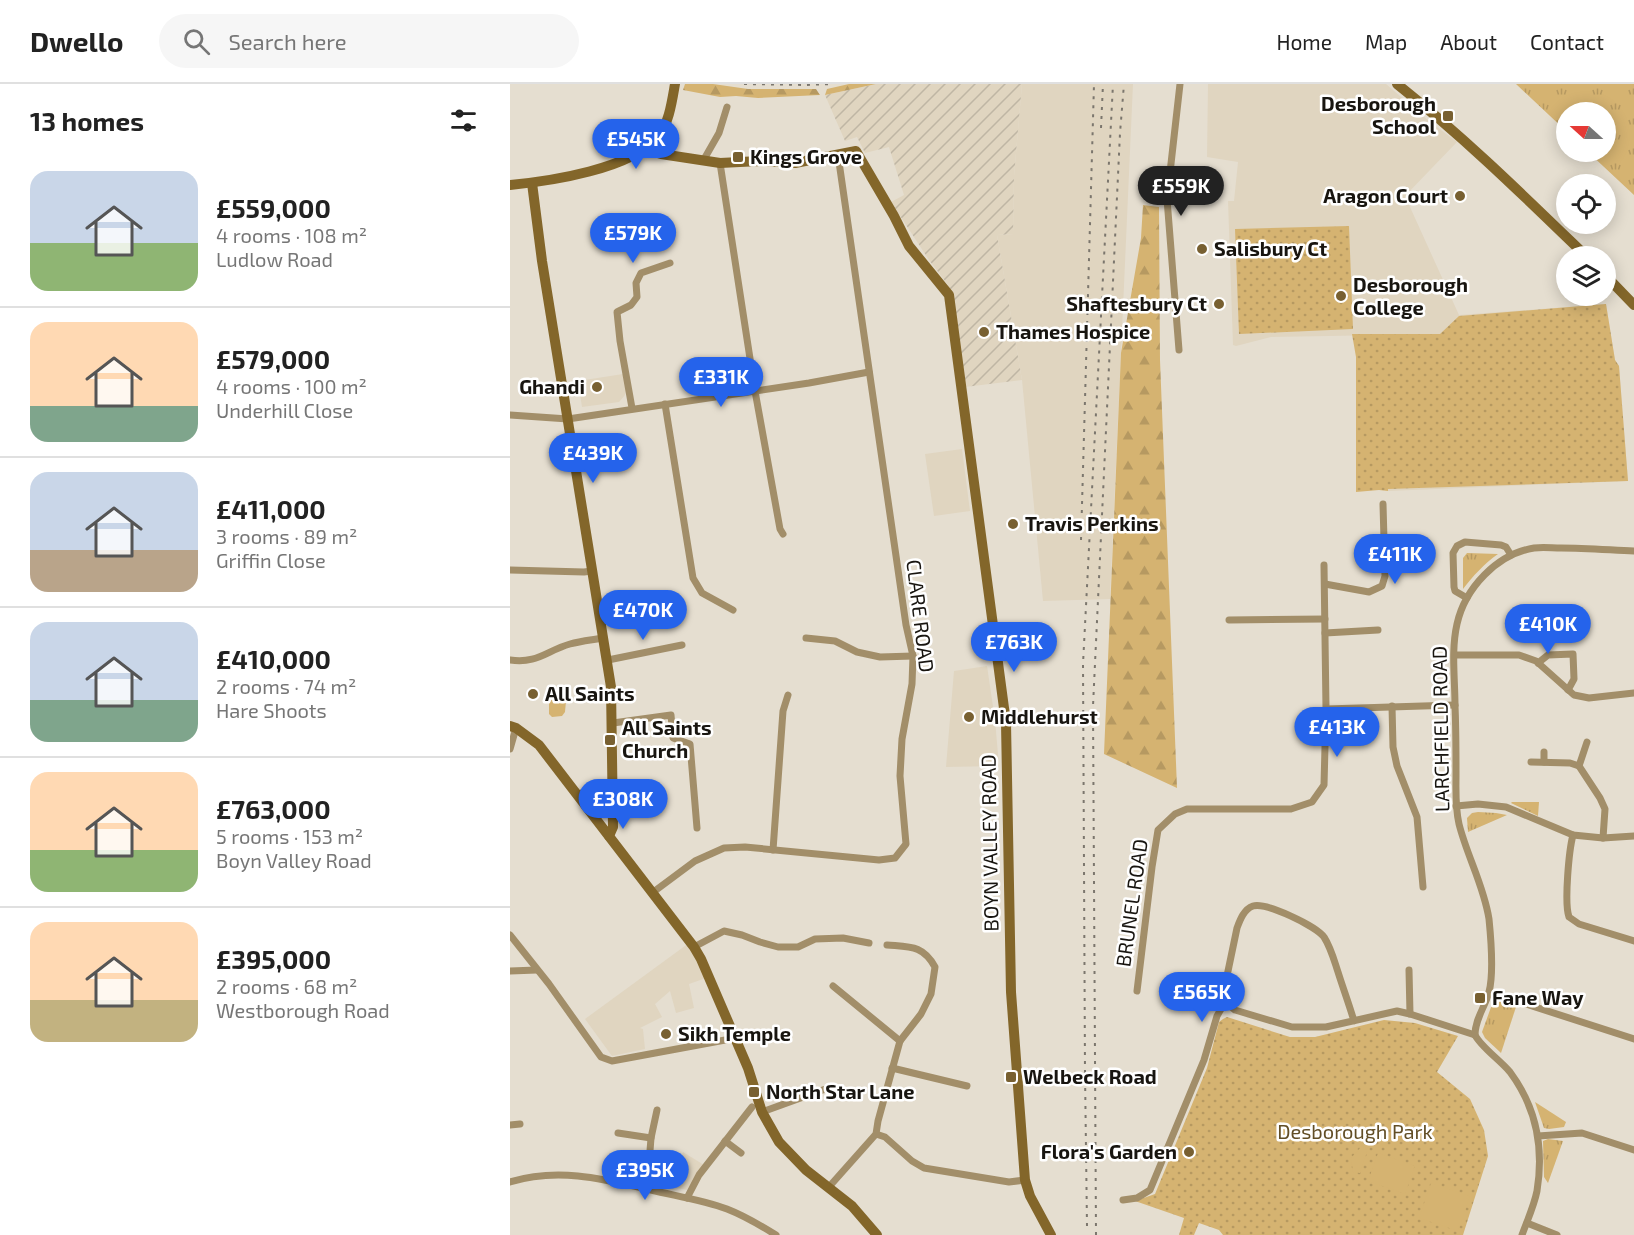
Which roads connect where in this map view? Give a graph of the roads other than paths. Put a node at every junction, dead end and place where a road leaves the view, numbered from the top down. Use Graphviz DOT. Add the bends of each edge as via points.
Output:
graph roads {
  1 [pos="675,84"];
  2 [pos="1180,84"];
  3 [pos="1397,84"];
  4 [pos="727,107"];
  5 [pos="645,149"];
  6 [pos="838,155"];
  7 [pos="703,161"];
  8 [pos="720,163"];
  9 [pos="532,183"];
  10 [pos="510,185"];
  11 [pos="1576,246"];
  12 [pos="670,263"];
  13 [pos="1616,286"];
  14 [pos="1634,305"];
  15 [pos="1179,350"];
  16 [pos="869,372"];
  17 [pos="755,391"];
  18 [pos="665,404"];
  19 [pos="632,408"];
  20 [pos="510,415"];
  21 [pos="568,418"];
  22 [pos="1383,504"];
  23 [pos="783,534"];
  24 [pos="697,549"];
  25 [pos="688,550"];
  26 [pos="1634,551"];
  27 [pos="1511,555"];
  28 [pos="1324,565"];
  29 [pos="510,570"];
  30 [pos="591,571"];
  31 [pos="1325,584"];
  32 [pos="1467,598"];
  33 [pos="733,610"];
  34 [pos="1325,619"];
  35 [pos="1230,620"];
  36 [pos="1378,630"];
  37 [pos="1325,633"];
  38 [pos="603,638"];
  39 [pos="806,638"];
  40 [pos="682,645"];
  41 [pos="1455,655"];
  42 [pos="913,656"];
  43 [pos="510,660"];
  44 [pos="608,660"];
  45 [pos="1538,663"];
  46 [pos="1568,690"];
  47 [pos="1634,693"];
  48 [pos="788,695"];
  49 [pos="1455,705"];
  50 [pos="1392,706"];
  51 [pos="1326,709"];
  52 [pos="613,723"];
  53 [pos="513,727"];
  54 [pos="1587,742"];
  55 [pos="510,749"];
  56 [pos="1544,752"];
  57 [pos="1531,762"];
  58 [pos="1544,762"];
  59 [pos="1579,766"];
  60 [pos="612,789"];
  61 [pos="579,796"];
  62 [pos="1456,806"];
  63 [pos="696,828"];
  64 [pos="1573,835"];
  65 [pos="609,836"];
  66 [pos="1634,836"];
  67 [pos="1603,838"];
  68 [pos="773,850"];
  69 [pos="1423,887"];
  70 [pos="652,893"];
  71 [pos="510,935"];
  72 [pos="1634,941"];
  73 [pos="869,943"];
  74 [pos="887,945"];
  75 [pos="693,947"];
  76 [pos="537,970"];
  77 [pos="1409,970"];
  78 [pos="510,971"];
  79 [pos="833,986"];
  80 [pos="1137,991"];
  81 [pos="1489,992"];
  82 [pos="1228,1004"];
  83 [pos="1410,1014"];
  84 [pos="1354,1021"];
  85 [pos="1475,1035"];
  86 [pos="736,1038"];
  87 [pos="1634,1039"];
  88 [pos="900,1041"];
  89 [pos="892,1068"];
  90 [pos="967,1086"];
  91 [pos="831,1087"];
  92 [pos="657,1110"];
  93 [pos="757,1110"];
  94 [pos="520,1124"];
  95 [pos="510,1125"];
  96 [pos="618,1132"];
  97 [pos="876,1134"];
  98 [pos="1538,1136"];
  99 [pos="651,1138"];
  100 [pos="725,1141"];
  101 [pos="1634,1150"];
  102 [pos="741,1153"];
  103 [pos="1025,1180"];
  104 [pos="510,1182"];
  105 [pos="828,1188"];
  106 [pos="647,1189"];
  107 [pos="687,1198"];
  108 [pos="1123,1200"];
  109 [pos="1527,1223"];
  110 [pos="776,1235"];
  111 [pos="877,1235"];
  112 [pos="1051,1235"];
  113 [pos="1522,1235"];
  114 [pos="1557,1235"];
  1 -- 5 [label="street" via="664,127"];
  2 -- 15 [label="street" via="1167,199"];
  3 -- 11 [label="street" via="1506,178"];
  4 -- 7 [label="street"];
  5 -- 7 [label="street"];
  5 -- 9 [label="street" via="607,166"];
  6 -- 8 [label="street" via="795,163"];
  6 -- 16 [label="street, CLARE ROAD"];
  6 -- 103 [label="street, BOYN VALLEY ROAD" via="856,151 909,246 949,295 1006,723 1011,992"];
  7 -- 8 [label="street"];
  8 -- 17 [label="street"];
  9 -- 10 [label="street"];
  9 -- 21 [label="street"];
  12 -- 19 [label="street" via="641,273 636,283 637,297 631,305 616,308"];
  13 -- 14 [label="street"];
  16 -- 17 [label="street"];
  16 -- 42 [label="street, CLARE ROAD"];
  17 -- 18 [label="street"];
  17 -- 23 [label="street"];
  18 -- 19 [label="street"];
  18 -- 25 [label="street"];
  19 -- 21 [label="street"];
  20 -- 21 [label="street"];
  21 -- 30 [label="street"];
  22 -- 31 [label="street" via="1382,586 1369,592"];
  24 -- 25 [label="street"];
  25 -- 33 [label="street" via="693,578 702,593"];
  26 -- 27 [label="street, LARCHFIELD ROAD" via="1536,548"];
  27 -- 32 [label="street, LARCHFIELD ROAD" via="1484,575"];
  27 -- 32 [label="street" via="1502,545 1465,542 1457,546 1453,553 1454,588"];
  28 -- 31 [label="street, BRUNEL ROAD"];
  29 -- 30 [label="street"];
  30 -- 38 [label="street"];
  31 -- 34 [label="street, BRUNEL ROAD"];
  32 -- 41 [label="street, LARCHFIELD ROAD" via="1457,624"];
  34 -- 35 [label="street"];
  34 -- 37 [label="street, BRUNEL ROAD"];
  36 -- 37 [label="street"];
  37 -- 51 [label="street, BRUNEL ROAD"];
  38 -- 43 [label="street" via="569,645 533,660"];
  38 -- 44 [label="street"];
  39 -- 42 [label="street" via="835,641 880,657"];
  40 -- 44 [label="street"];
  41 -- 45 [label="street" via="1519,655"];
  41 -- 49 [label="street, LARCHFIELD ROAD"];
  42 -- 68 [label="street, CLARE ROAD" via="902,739 900,776 906,844 902,851 895,858 879,860"];
  44 -- 52 [label="street"];
  45 -- 46 [label="street"];
  45 -- 46 [label="street" via="1548,655 1574,654 1574,679"];
  46 -- 47 [label="street" via="1589,698"];
  48 -- 68 [label="street" via="783,711"];
  49 -- 50 [label="street"];
  49 -- 62 [label="street, LARCHFIELD ROAD"];
  50 -- 51 [label="street"];
  50 -- 69 [label="street" via="1393,747 1417,817"];
  51 -- 80 [label="street, BRUNEL ROAD" via="1324,785 1312,802 1291,809 1187,809 1158,830"];
  52 -- 60 [label="street"];
  52 -- 63 [label="street" via="671,715 673,738 690,744"];
  53 -- 55 [label="street"];
  53 -- 61 [label="street" via="539,745"];
  54 -- 59 [label="street"];
  56 -- 58 [label="street"];
  57 -- 58 [label="street"];
  58 -- 59 [label="street"];
  59 -- 67 [label="street" via="1605,809"];
  60 -- 61 [label="street"];
  60 -- 65 [label="street" via="613,827"];
  61 -- 65 [label="street"];
  62 -- 64 [label="street" via="1506,807"];
  62 -- 81 [label="street, LARCHFIELD ROAD" via="1489,918"];
  64 -- 67 [label="street"];
  64 -- 72 [label="street" via="1569,853 1569,917 1579,924"];
  65 -- 70 [label="street"];
  66 -- 67 [label="street"];
  68 -- 70 [label="street, CLARE ROAD" via="724,848 695,861"];
  70 -- 75 [label="street"];
  71 -- 76 [label="street"];
  73 -- 75 [label="street" via="843,938 815,939 798,947 778,947 724,931"];
  74 -- 88 [label="street" via="917,948 934,967 931,994"];
  75 -- 86 [label="street"];
  76 -- 78 [label="street"];
  76 -- 86 [label="street" via="600,1057 612,1061"];
  77 -- 83 [label="street"];
  79 -- 88 [label="street"];
  81 -- 85 [label="street, LARCHFIELD ROAD"];
  81 -- 87 [label="street"];
  82 -- 84 [label="street" via="1235,1010 1292,1027 1326,1027"];
  82 -- 84 [label="street" via="1223,995 1240,918 1248,909 1266,906 1309,925 1323,936"];
  82 -- 108 [label="street" via="1217,1016 1204,1060 1150,1190"];
  83 -- 84 [label="street" via="1397,1011"];
  83 -- 85 [label="street"];
  85 -- 98 [label="street" via="1525,1094"];
  86 -- 93 [label="street" via="748,1068"];
  88 -- 89 [label="street"];
  89 -- 90 [label="street"];
  89 -- 97 [label="street"];
  91 -- 93 [label="street"];
  92 -- 99 [label="street"];
  93 -- 100 [label="street"];
  93 -- 105 [label="street" via="779,1142"];
  94 -- 95 [label="street"];
  96 -- 99 [label="street"];
  97 -- 103 [label="street" via="924,1168 1009,1182"];
  97 -- 105 [label="street"];
  98 -- 101 [label="street" via="1582,1133"];
  98 -- 109 [label="street" via="1537,1193"];
  99 -- 106 [label="street"];
  100 -- 102 [label="street"];
  100 -- 107 [label="street"];
  103 -- 112 [label="street, BOYN VALLEY ROAD"];
  104 -- 106 [label="street" via="564,1174"];
  105 -- 111 [label="street" via="852,1206"];
  106 -- 107 [label="street"];
  107 -- 110 [label="street" via="742,1215"];
  109 -- 113 [label="street"];
  109 -- 114 [label="street"];
}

_ _ _ _ _

Go through the listing above and list every line that has the word "VALLEY".

  6 -- 103 [label="street, BOYN VALLEY ROAD" via="856,151 909,246 949,295 1006,723 1011,992"];
  103 -- 112 [label="street, BOYN VALLEY ROAD"];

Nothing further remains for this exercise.